Reputation: 5686
Friends, I am trying to trace the complete execution of an operating system including the processes running on top of it. For this I want the instructions executed by each process and its execution trace and I want to do this without having to go and take objdump of each process.
So my goals are :
1) Building address space of each pid.
2) Tracking execution of each pid.
For accomplishing above goals, I am running a linux-based operating system on top of an emulator Qemu.
When qemu encounters an instruction for the first time, i will check the pid of the process running this instruction using an io-port or a known physical memory address in the guest. I can then use this information to do the stuff that I want.
My problem is .... where in the kernel/sched.c can i know the pid of the process that is going to be executed next. Means i am not able to figure a function call like -> launch_process(pid).Can somebody please point me to this location in the kernel. Or is there a known location in the system where we can track the address space. One is CR3 but i really cannot trust it.

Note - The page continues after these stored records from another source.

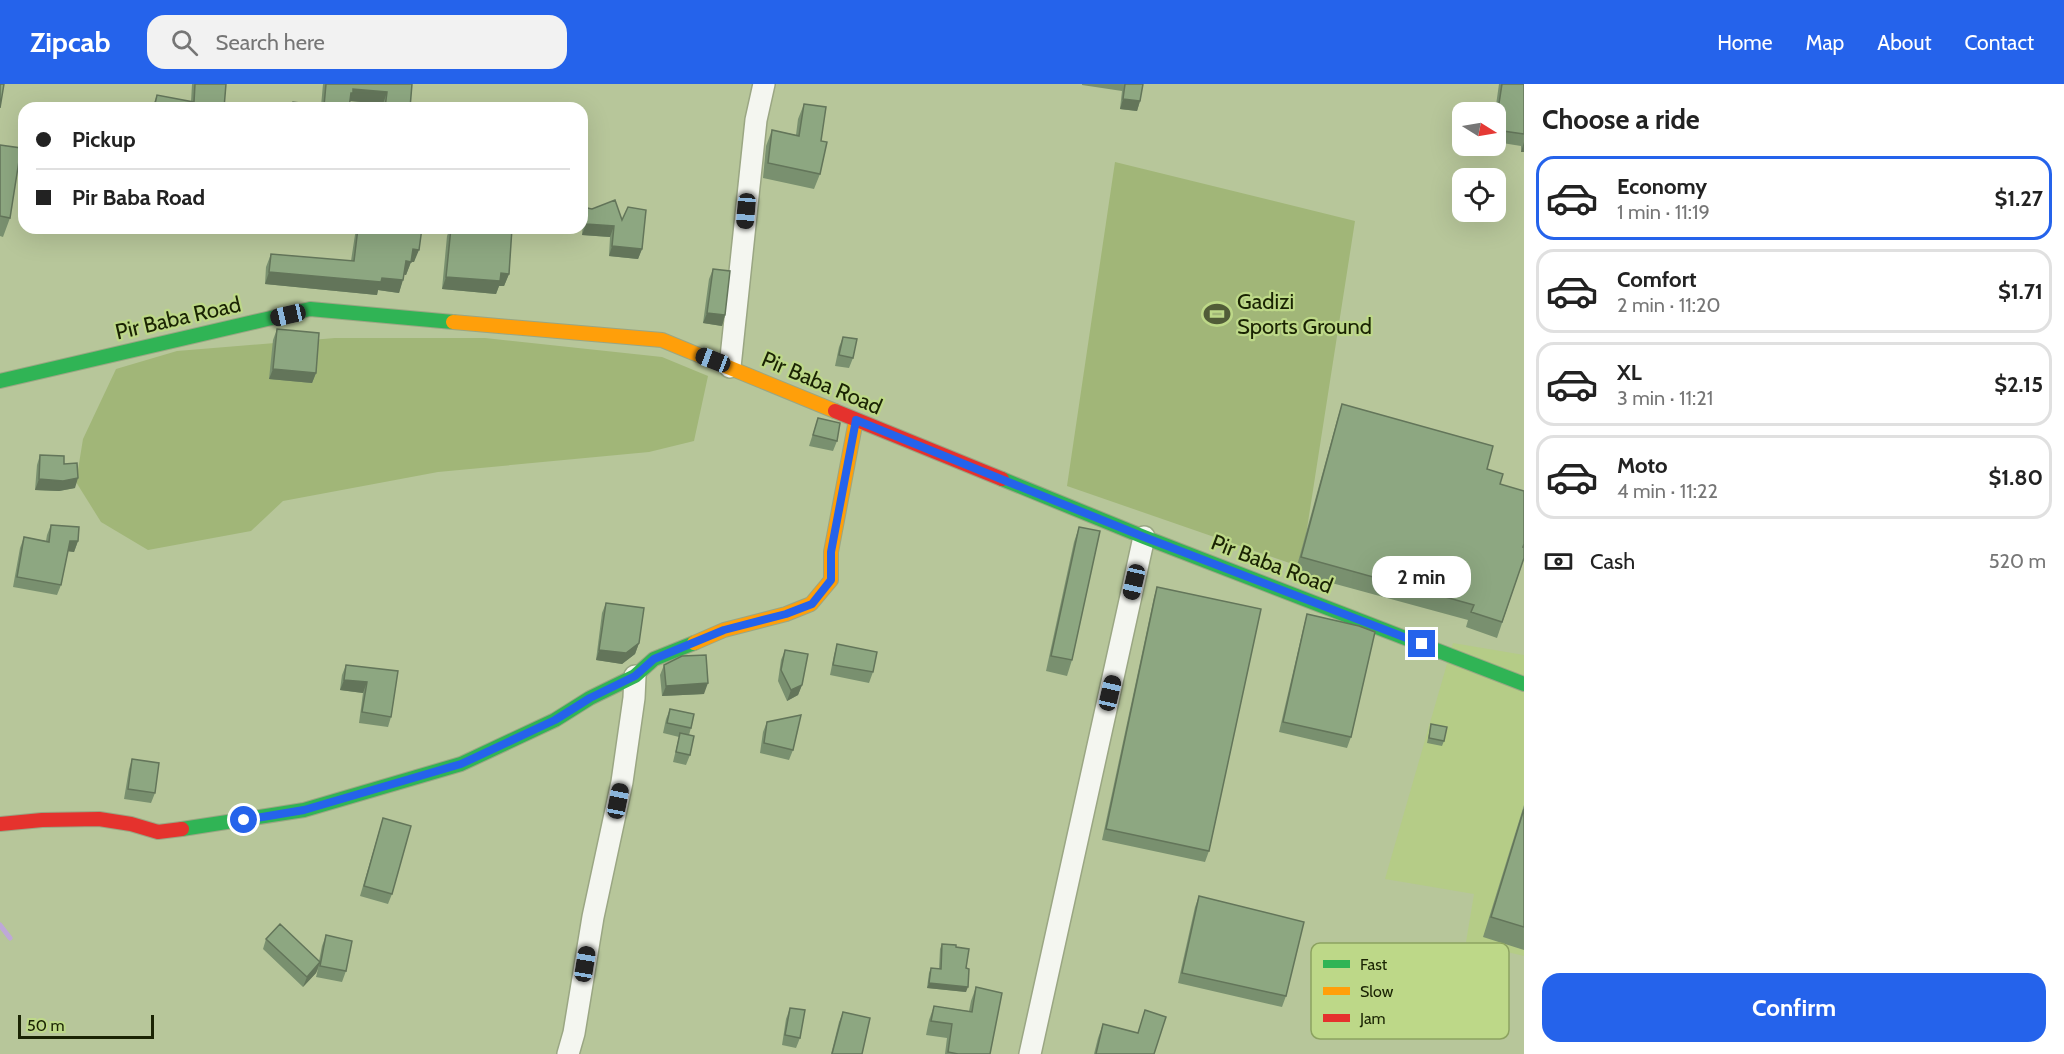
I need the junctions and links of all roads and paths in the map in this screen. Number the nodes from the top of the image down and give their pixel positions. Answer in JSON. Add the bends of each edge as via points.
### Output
{"nodes":[{"id":1,"x":764,"y":84,"type":"edge"},
{"id":2,"x":730,"y":367,"type":"junction"},
{"id":3,"x":0,"y":381,"type":"edge"},
{"id":4,"x":856,"y":420,"type":"junction"},
{"id":5,"x":1144,"y":537,"type":"junction"},
{"id":6,"x":635,"y":676,"type":"junction"},
{"id":7,"x":1524,"y":684,"type":"edge"},
{"id":8,"x":0,"y":824,"type":"edge"},
{"id":9,"x":568,"y":1054,"type":"edge"},
{"id":10,"x":1030,"y":1054,"type":"edge"}],
"edges":[{"from":1,"to":2,"type":"street","via":[[756,120]]},
{"from":2,"to":3,"type":"main road","name":"Pir Baba Road","via":[[662,340],[310,309]]},
{"from":2,"to":4,"type":"main road","name":"Pir Baba Road"},
{"from":4,"to":5,"type":"main road","name":"Pir Baba Road"},
{"from":4,"to":6,"type":"main road","via":[[831,552],[831,580],[812,604],[724,630],[654,659]]},
{"from":5,"to":7,"type":"main road","name":"Pir Baba Road"},
{"from":5,"to":10,"type":"street"},
{"from":6,"to":8,"type":"main road","via":[[555,720],[461,764],[304,810],[158,832],[99,819]]},
{"from":6,"to":9,"type":"street","via":[[622,782]]}]}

For some guys this may seem to be a trivial pointer to this location but I am not able to find this location myself.
Upvotes: 5
Views: 1036
Reputation: 3029
Each process has appropriate struct task_struct
. You can use find_task_by_*()
functions to find struct task_struct
by PID or task_pid_*()
to get PID of given task. See also "What is struct pid?" section in include/linux/pid.h
.
Running tasks are in per-CPU runqueue: see struct rq
definition in kernel/sched.c
.
Functions try_to_wake_up()
, wake_up_process()
, wake_up_new_task()
, context_switch()
and others are also related to your task.